Visions Festival Various Venues Hackney, London

Five years on from its debut, Visions Festival, spread out across five or six
venues in Hackney, east London, continues to set the bar in terms of
eclecticism of line-up.

This is no meat-and-potatoes guitar band tread-through, but an excitingly
diverse bunch of acts playing an equally diverse range of spaces.

The bigger acts climb onto the stage at Oval Space, worthy of note
for its never less-than-excellent sound as well as its position next to
the canal, overlooking the area’s famous, dystopian-looking gas works.

At the opposite end of the scale, at the festival’s southernmost point, there’s the classic indie pub vibe of The Sebright Arms.

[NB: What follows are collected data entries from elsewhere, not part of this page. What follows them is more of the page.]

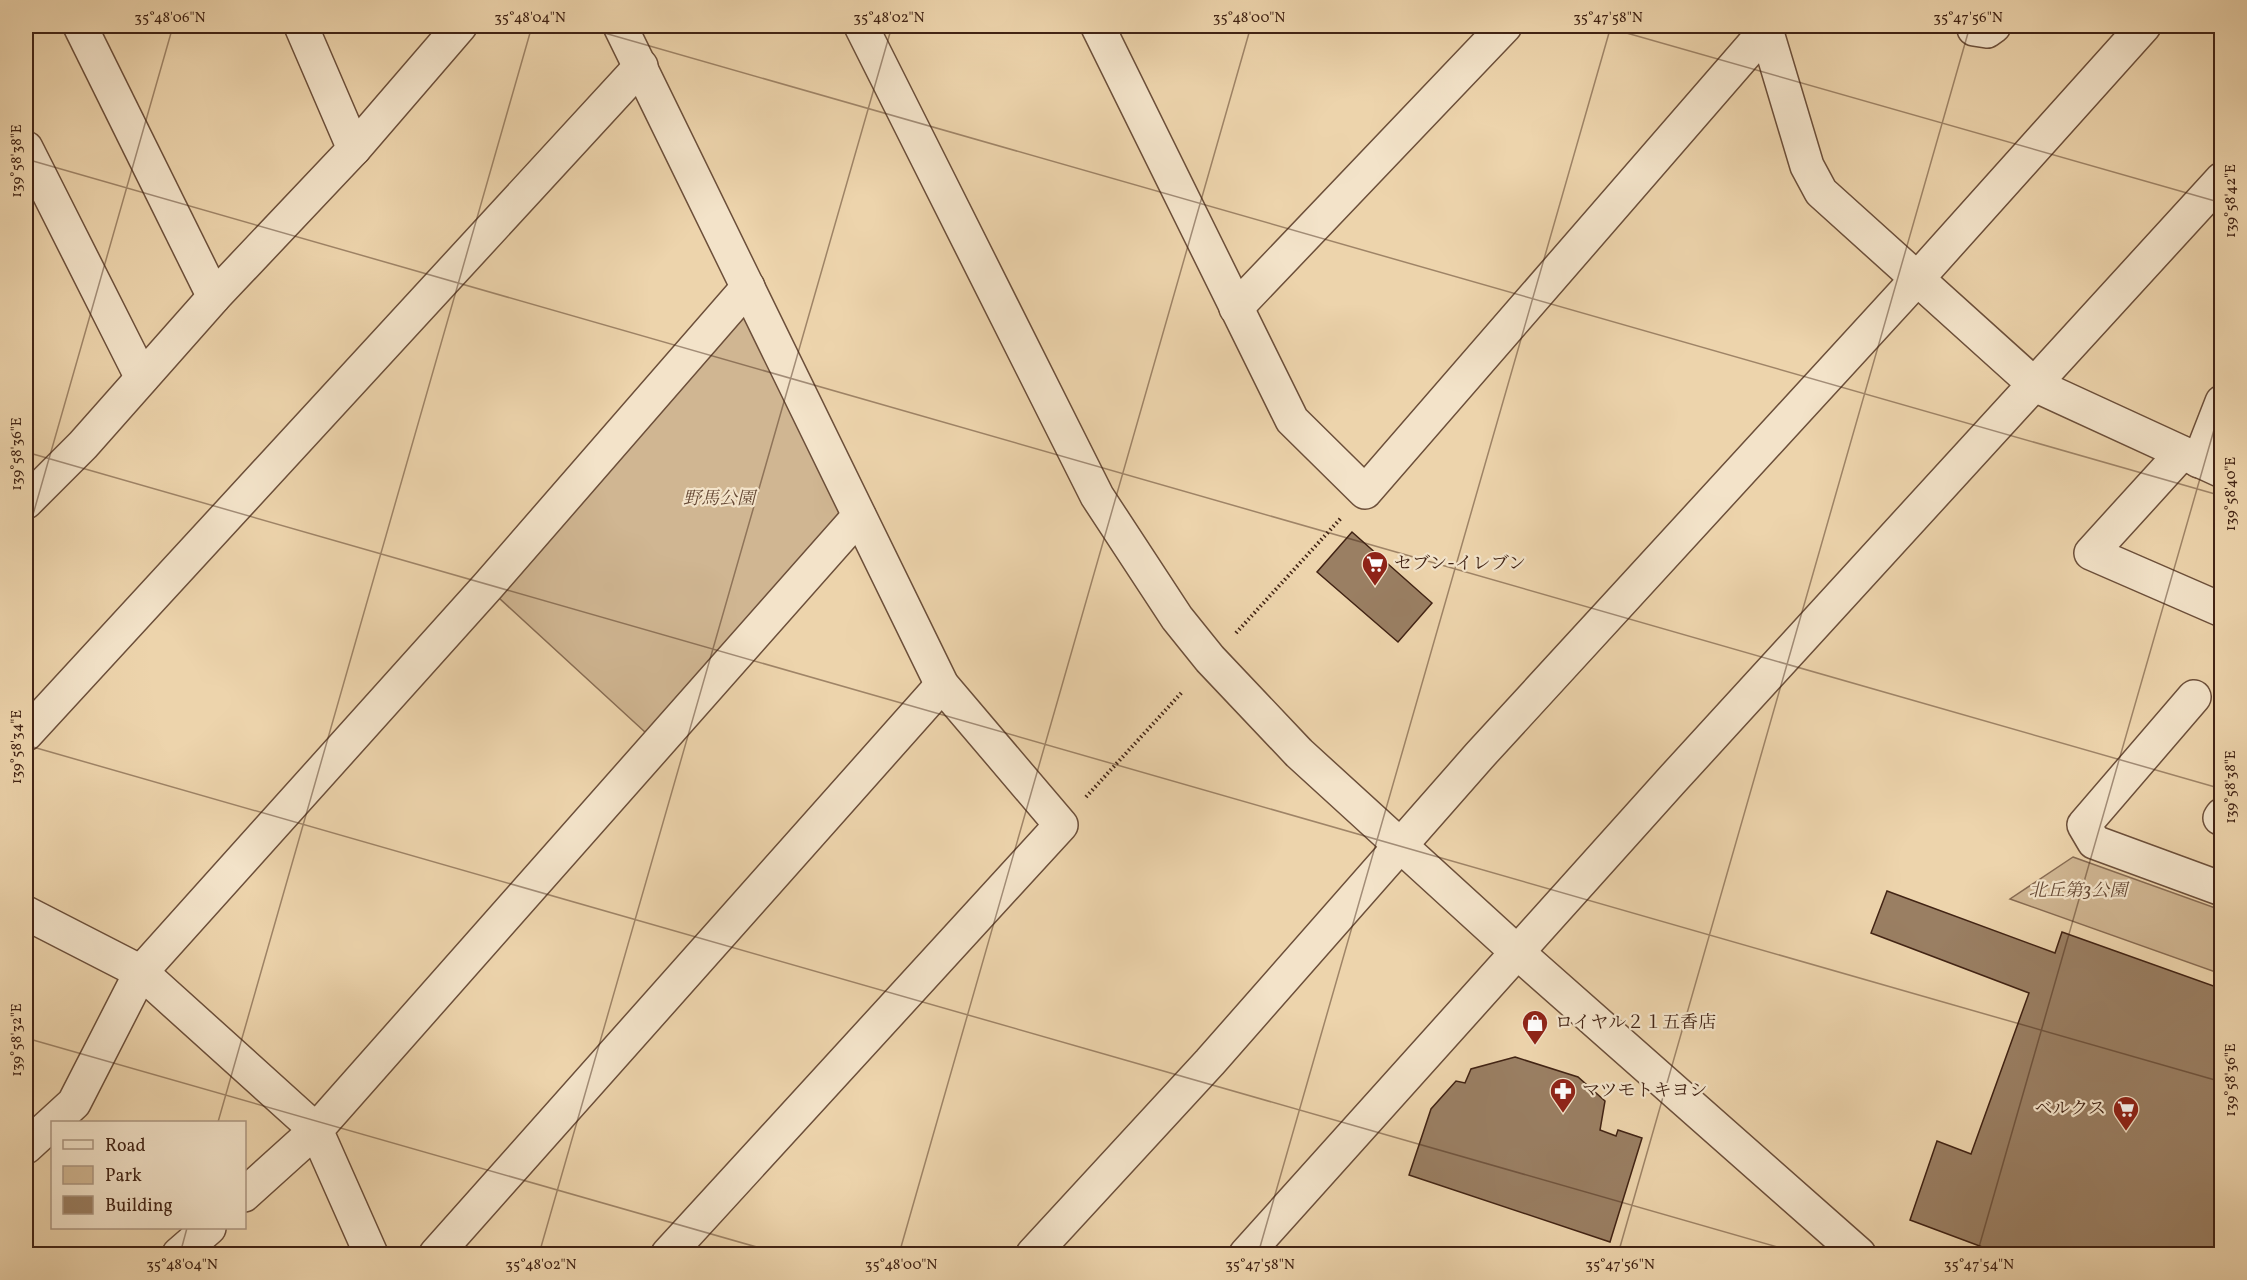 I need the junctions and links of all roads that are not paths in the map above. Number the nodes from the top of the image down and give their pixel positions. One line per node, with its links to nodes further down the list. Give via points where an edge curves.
1 (80, 26): 17 (street)
2 (301, 26): 13 (street)
3 (460, 26): 13 (street)
4 (620, 26): 11 (street)
5 (861, 26): 29 (street, via 1097,496 1152,581 1210,659 1299,753)
6 (1099, 26): 18 (street)
7 (1505, 26): 10 (street)
8 (2144, 26): 15 (street)
9 (1765, 28): 15 (street, via 1807,166 1821,192); 18 (street, via 1365,492 1292,420)
10 (1476, 38): 18 (street)
11 (641, 66): 16 (street); 28 (street)
12 (26, 148): 19 (street)
13 (354, 149): 17 (street)
14 (2222, 179): 20 (street)
15 (1916, 280): 20 (street); 29 (street)
16 (748, 287): 24 (street); 33 (street, via 487,587)
17 (214, 297): 19 (street)
18 (1236, 308)
19 (142, 378): 23 (street, via 83,445)
20 (2035, 385): 22 (street); 32 (street)
21 (2222, 402): 22 (street)
22 (2201, 461): 25 (street, via 2091,553)
23 (29, 487)
24 (859, 516): 26 (street); 36 (street)
25 (2222, 610)
26 (942, 685): 42 (street); 43 (street, via 1061,825)
27 (2194, 697): 30 (street, via 2084,825 2094,842)
28 (26, 734)
29 (1400, 846): 32 (street); 44 (street, via 1210,1062)
30 (2222, 890)
31 (26, 913): 33 (street)
32 (1517, 952): 45 (street); 46 (street)
33 (141, 972): 34 (street, via 74,1103); 36 (street)
34 (54, 1121)
35 (51, 1124): 37 (street)
36 (316, 1130): 38 (street); 41 (street)
37 (26, 1147)
38 (246, 1193)
39 (207, 1229): 40 (street)
40 (179, 1254)
41 (371, 1254)
42 (436, 1254)
43 (668, 1254)
44 (1033, 1254)
45 (1246, 1254)
46 (1859, 1254)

You get the feel that this is the artists’ festival – the programme notes on
each act are even written by another on the bill.

Reviews Early on in the wooden-built Brewhouse, a small room attached
to a former brewery with an oddly Scandinavian feel, Croydon rapper

Denzel Himself introduces himself with a shield of blistering white
noise.

Eyes almost permanently closed, he brings a blind energy to his set, like an animated statue.

There’s an uneasy backdrop to his vocals, often delivered over a load of
guitar noise.

Oval Space before the sun goes down is a beautiful, light place,
where the daytime dry ice lends a slightly surreal atmosphere.

It’s here that Noga Erez serves up her slickn leftfield electro-pop, laced with
sugary vocals and a vital energy.

It’s a young, exciting, engaging performance, and something to
genuinely dance to.

The queue for Blanck Mass is prohibitive, but once downstairs at

Mangle, the dark walls and enclosed feel of this underground space struggle to contain Benjamin John

Power’s viciously exciting maelstrom of noise.

It’s punishingly loud, black and dark, and this tempest of sound assaults the senses.

It’s here also that The Men produce a set that could have been lifted from the noisiest sub-punk fleapit of the mid seventies; they’re relentlessly earsplitting and dirtily brilliant.

By contrast Frankie Cosmos’ indiepop is a gentle salve to the senses
back at the Oval Space.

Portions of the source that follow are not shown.